How to Use
Choose a Scenario:
- Steady Load: Constant request rate for baseline performance analysis
- Spike Load: Sudden burst of requests to test capacity
- Mixed Workload: Variable token lengths simulating real-world traffic
- Custom: Configure your own parameters
Key Metrics:
- Throughput: Requests processed per second
- Queue Length: Pending requests waiting for GPU time
- GPU Utilization: How efficiently the cluster uses available compute
- Latency: Time from request arrival to completion (P50/P95/P99)
Understanding the Visualization:
- GPU Grid: Each cell represents a GPU instance (gray = idle, blue = processing)
- Request Queue: Visualizes pending requests color-coded by age
- Metrics Charts: Real-time performance data over the simulation timeline
Key Concepts
Batching
GPUs process requests in batches for efficiency. The visualizer shows how:
- Requests are grouped together when possible
- Larger batches improve throughput but may increase latency
- Batch size affects GPU utilization
Load Patterns
Different traffic patterns stress the system differently:
- Steady: Predictable load, easier to optimize
- Bursty: Requires queue management and capacity planning
- Mixed: Realistic workloads with varying request sizes
Watch how changing parameters affects:
- Throughput vs. latency trade-offs
- Queue buildup during peak load
- Recovery time after load spikes
- Impact of token length variance
Configuration Options
Request Rate: Control how many requests arrive per second
GPUs: Scale the cluster size to see capacity impact
Batch Size: Affects how many requests process together
Processing Time: Base time per token (varies by model/hardware)

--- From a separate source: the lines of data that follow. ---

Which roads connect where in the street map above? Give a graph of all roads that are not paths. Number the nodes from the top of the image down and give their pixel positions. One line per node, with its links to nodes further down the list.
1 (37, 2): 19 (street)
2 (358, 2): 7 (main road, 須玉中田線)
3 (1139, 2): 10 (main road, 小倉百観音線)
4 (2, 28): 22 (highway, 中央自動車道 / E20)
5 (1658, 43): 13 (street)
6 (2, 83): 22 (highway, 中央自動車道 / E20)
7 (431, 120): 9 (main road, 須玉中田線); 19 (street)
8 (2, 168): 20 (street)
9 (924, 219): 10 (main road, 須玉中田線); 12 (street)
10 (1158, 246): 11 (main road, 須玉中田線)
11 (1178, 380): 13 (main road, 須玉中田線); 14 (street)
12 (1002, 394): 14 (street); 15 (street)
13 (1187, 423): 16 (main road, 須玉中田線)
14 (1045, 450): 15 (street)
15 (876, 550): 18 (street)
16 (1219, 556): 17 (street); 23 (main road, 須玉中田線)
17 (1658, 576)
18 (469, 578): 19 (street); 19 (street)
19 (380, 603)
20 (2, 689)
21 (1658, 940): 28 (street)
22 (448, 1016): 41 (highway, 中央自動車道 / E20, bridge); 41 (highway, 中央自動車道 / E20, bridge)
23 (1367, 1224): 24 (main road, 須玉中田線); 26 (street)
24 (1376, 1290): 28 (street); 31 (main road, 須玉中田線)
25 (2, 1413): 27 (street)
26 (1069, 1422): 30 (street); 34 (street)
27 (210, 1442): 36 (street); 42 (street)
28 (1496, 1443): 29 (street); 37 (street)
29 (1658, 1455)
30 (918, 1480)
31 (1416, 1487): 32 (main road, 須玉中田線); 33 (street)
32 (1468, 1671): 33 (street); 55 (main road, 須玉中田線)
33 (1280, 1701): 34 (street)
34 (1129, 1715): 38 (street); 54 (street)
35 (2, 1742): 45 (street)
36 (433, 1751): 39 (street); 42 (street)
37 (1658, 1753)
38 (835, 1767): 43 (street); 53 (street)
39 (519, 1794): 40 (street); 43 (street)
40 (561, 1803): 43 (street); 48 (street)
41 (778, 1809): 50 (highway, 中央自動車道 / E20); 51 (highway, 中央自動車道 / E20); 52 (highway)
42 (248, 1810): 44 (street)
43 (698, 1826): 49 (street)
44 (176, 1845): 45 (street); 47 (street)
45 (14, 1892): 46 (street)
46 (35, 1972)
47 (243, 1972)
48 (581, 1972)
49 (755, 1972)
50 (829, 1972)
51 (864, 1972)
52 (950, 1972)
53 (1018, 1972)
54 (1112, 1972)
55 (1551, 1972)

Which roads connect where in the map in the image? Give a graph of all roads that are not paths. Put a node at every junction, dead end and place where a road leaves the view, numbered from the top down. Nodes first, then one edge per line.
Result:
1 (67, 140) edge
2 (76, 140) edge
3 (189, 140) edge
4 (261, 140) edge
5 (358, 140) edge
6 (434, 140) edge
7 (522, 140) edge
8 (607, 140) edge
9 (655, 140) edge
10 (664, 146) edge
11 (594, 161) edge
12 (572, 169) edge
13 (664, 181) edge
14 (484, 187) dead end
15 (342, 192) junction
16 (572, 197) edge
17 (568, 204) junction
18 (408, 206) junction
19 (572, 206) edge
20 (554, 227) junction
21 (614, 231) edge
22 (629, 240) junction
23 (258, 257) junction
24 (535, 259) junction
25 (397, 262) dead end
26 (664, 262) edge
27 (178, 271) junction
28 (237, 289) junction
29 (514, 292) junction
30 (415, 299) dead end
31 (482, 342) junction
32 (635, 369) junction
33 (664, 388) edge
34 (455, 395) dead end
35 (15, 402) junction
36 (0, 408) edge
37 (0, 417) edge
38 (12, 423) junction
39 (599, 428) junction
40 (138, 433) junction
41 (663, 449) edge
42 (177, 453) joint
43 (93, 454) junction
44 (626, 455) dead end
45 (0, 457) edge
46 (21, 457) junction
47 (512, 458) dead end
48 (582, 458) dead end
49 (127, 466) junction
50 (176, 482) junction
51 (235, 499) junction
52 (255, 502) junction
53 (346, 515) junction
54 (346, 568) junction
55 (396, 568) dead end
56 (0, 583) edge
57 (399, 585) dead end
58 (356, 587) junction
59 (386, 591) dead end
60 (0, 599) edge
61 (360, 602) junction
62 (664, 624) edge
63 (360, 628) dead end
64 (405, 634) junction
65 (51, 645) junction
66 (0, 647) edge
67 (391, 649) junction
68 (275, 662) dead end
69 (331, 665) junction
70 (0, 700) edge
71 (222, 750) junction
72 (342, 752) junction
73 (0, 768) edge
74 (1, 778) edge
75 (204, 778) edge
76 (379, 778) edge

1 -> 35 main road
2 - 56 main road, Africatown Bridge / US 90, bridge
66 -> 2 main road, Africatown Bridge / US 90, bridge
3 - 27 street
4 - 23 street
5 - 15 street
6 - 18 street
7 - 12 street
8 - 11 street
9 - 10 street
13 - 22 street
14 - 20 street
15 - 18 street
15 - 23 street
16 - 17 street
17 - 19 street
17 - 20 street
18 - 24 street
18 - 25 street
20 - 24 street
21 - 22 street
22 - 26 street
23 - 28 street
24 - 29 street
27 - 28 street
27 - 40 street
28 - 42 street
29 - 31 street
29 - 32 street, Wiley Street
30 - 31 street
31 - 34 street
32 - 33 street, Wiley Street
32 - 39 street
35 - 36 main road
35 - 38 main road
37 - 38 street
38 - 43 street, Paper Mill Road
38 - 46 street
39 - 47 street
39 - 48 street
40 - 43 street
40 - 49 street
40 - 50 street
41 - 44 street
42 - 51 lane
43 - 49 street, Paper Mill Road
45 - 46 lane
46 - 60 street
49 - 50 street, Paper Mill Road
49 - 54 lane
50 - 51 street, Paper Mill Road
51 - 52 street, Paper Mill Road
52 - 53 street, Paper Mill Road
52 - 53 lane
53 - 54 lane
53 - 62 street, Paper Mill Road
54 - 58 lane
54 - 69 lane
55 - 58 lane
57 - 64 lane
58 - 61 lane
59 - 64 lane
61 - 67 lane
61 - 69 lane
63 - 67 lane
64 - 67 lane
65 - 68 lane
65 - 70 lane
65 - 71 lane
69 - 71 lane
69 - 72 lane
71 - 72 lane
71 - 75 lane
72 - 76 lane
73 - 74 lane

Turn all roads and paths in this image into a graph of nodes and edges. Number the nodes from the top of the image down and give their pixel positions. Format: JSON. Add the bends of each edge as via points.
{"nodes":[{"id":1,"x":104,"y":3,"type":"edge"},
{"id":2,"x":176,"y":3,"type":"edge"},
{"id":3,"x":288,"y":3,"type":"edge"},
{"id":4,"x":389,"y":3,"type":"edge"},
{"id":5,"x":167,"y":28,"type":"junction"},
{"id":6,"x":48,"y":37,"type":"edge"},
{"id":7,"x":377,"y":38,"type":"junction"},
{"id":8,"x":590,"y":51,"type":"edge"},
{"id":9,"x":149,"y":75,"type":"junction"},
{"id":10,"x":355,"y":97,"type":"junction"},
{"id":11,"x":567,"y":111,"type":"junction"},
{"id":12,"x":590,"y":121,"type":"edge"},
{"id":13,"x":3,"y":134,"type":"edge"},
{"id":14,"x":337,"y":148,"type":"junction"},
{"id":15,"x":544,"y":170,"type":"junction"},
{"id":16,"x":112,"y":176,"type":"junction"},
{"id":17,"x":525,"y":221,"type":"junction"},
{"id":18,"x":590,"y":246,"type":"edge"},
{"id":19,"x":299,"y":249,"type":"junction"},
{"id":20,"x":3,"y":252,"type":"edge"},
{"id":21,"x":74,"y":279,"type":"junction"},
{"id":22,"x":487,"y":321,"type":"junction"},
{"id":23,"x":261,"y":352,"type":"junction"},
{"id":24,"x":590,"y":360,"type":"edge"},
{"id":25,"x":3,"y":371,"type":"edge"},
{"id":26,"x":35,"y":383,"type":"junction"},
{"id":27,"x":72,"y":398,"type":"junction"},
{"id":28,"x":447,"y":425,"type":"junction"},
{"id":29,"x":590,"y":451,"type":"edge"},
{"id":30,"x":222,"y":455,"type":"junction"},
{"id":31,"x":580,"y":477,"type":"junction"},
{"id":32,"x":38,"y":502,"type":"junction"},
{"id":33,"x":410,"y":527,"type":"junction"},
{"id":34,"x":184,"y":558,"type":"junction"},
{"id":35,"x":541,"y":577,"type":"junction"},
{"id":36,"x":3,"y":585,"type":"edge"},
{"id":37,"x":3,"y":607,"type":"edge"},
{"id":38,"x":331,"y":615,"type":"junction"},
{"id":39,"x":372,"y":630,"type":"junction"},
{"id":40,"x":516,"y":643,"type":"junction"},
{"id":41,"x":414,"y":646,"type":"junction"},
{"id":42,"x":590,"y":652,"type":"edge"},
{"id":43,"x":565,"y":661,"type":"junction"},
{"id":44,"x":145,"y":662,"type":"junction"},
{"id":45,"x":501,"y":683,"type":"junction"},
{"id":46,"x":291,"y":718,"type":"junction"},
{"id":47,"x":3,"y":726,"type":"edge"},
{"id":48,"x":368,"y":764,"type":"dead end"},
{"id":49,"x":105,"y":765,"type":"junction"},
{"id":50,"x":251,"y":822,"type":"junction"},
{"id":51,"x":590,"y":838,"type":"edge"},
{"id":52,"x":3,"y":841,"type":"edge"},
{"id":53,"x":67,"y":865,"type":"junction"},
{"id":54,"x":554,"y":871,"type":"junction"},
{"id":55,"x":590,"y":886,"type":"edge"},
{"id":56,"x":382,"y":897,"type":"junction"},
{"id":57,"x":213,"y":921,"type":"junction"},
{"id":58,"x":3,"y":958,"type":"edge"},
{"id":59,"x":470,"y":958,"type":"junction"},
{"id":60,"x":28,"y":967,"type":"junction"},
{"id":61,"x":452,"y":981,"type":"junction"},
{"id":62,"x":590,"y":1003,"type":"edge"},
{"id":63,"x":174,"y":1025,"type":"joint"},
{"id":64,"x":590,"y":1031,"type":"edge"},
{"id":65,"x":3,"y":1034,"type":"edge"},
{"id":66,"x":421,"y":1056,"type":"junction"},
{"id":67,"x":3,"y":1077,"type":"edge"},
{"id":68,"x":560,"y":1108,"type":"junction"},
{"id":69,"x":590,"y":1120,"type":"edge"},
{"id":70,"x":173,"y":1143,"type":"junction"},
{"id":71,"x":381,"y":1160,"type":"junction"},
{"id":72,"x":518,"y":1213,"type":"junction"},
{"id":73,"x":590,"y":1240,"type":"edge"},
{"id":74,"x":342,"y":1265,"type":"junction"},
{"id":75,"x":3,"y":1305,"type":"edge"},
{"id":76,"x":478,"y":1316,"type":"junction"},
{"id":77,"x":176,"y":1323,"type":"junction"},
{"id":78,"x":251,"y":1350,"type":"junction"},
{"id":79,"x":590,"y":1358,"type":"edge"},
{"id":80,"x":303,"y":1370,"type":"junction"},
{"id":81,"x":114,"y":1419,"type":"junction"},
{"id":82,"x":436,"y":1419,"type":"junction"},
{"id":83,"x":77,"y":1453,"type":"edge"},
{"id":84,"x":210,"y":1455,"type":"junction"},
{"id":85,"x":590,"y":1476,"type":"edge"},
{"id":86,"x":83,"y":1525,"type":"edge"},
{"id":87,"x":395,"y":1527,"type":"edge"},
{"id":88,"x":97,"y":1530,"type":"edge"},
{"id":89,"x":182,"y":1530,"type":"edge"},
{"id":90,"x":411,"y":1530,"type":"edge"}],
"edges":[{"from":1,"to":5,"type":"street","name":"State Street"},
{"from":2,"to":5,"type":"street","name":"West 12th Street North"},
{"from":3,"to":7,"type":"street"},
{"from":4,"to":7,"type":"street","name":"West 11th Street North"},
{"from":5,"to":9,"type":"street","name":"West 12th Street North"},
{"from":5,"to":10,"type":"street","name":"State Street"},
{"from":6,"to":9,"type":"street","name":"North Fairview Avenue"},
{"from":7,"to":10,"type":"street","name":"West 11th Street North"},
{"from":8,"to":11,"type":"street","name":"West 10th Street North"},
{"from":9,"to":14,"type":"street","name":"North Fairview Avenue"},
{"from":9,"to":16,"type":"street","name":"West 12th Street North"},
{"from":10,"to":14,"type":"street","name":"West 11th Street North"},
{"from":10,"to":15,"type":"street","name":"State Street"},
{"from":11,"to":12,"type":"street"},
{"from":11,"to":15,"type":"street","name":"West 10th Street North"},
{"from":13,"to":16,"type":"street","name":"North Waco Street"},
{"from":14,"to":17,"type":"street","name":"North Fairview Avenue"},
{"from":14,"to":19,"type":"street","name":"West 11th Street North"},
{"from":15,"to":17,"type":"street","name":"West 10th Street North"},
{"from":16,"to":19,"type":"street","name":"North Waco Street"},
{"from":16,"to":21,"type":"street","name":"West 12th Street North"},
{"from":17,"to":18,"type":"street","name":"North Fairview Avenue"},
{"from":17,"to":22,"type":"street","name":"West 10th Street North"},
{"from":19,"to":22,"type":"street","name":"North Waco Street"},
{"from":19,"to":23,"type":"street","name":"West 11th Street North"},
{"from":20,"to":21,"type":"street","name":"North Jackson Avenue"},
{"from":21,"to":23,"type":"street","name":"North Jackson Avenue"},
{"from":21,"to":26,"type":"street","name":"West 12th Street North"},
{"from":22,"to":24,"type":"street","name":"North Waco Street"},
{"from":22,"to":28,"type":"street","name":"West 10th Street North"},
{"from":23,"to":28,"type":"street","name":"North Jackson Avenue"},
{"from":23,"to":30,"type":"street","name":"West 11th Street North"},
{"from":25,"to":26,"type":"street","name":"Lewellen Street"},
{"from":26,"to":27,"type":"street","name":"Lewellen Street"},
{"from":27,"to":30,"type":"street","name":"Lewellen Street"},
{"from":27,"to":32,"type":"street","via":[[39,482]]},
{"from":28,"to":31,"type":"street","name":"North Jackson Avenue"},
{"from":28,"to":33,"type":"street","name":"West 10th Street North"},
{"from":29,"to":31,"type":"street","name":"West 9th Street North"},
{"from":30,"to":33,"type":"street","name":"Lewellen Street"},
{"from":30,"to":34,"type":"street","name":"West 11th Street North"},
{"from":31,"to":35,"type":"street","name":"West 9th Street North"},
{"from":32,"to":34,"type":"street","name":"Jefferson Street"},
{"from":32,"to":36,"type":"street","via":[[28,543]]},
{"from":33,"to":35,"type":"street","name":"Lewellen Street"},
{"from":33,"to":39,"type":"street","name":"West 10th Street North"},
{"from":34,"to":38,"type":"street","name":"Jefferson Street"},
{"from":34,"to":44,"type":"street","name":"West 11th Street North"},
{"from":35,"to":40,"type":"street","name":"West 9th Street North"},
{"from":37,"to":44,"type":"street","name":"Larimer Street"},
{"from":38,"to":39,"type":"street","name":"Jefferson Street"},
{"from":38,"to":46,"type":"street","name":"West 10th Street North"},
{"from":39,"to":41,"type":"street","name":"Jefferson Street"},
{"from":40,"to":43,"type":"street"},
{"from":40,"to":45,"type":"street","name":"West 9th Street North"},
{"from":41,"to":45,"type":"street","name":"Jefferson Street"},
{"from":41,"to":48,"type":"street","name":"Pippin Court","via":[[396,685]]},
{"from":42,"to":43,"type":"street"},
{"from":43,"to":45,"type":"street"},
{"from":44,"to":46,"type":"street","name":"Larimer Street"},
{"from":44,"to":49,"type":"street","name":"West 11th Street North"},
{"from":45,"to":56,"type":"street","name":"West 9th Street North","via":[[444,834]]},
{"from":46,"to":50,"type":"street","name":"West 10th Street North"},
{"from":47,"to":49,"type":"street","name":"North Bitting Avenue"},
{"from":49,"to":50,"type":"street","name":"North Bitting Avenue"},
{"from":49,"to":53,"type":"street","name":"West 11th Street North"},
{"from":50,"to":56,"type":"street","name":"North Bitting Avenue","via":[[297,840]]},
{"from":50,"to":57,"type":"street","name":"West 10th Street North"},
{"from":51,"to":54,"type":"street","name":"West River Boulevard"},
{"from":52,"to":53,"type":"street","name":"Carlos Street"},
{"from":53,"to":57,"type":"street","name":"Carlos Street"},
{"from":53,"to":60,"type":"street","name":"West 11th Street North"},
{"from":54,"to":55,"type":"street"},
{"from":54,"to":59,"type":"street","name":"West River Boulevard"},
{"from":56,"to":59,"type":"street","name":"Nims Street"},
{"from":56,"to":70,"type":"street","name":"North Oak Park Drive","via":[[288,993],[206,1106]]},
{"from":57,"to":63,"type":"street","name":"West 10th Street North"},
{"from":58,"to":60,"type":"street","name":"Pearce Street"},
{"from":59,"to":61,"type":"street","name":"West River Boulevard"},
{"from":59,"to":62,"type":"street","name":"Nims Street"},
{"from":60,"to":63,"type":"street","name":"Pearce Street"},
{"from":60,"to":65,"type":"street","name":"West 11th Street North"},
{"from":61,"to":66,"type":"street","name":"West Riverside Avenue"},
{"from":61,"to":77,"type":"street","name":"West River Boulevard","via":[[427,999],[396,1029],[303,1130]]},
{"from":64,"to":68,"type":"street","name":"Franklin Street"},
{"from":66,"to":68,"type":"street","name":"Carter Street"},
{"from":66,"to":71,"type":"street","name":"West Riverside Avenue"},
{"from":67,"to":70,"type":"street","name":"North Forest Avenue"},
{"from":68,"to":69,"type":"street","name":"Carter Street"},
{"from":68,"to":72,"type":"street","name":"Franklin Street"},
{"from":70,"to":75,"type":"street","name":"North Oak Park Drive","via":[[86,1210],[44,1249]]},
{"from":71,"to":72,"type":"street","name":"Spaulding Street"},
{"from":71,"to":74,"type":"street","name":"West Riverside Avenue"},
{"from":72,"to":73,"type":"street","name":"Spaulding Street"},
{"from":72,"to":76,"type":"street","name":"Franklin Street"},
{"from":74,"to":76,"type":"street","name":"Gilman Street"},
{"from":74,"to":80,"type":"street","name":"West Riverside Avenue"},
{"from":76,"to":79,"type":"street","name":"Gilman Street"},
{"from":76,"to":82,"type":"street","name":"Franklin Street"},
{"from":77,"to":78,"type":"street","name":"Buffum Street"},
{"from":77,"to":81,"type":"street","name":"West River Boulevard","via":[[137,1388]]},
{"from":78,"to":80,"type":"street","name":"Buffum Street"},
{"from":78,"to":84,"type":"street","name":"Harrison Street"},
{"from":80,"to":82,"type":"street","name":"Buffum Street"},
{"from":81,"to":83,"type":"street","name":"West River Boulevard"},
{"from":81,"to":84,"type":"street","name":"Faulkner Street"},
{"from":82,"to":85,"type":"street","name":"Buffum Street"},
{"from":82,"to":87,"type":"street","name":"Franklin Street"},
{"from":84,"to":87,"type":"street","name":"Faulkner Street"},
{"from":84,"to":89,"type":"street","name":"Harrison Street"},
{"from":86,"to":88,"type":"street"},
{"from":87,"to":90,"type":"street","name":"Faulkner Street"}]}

Token Distribution: Single value or range for realistic variance
Real-World Applications
This simulation helps understand:
- Capacity Planning: How many GPUs needed for expected load
- Auto-scaling: When to add/remove instances
- SLA Management: Meeting latency requirements under load
- Cost Optimization: Balancing performance vs. infrastructure cost
Technical Implementation
Built with React and Recharts, this visualizer uses:
- Event-driven simulation engine
- Real-time batching algorithms
- Statistical latency tracking
- Responsive data visualization
View the simulation running at different speeds to analyze behavior over extended periods. The "Speed" control lets you compress hours of operation into minutes.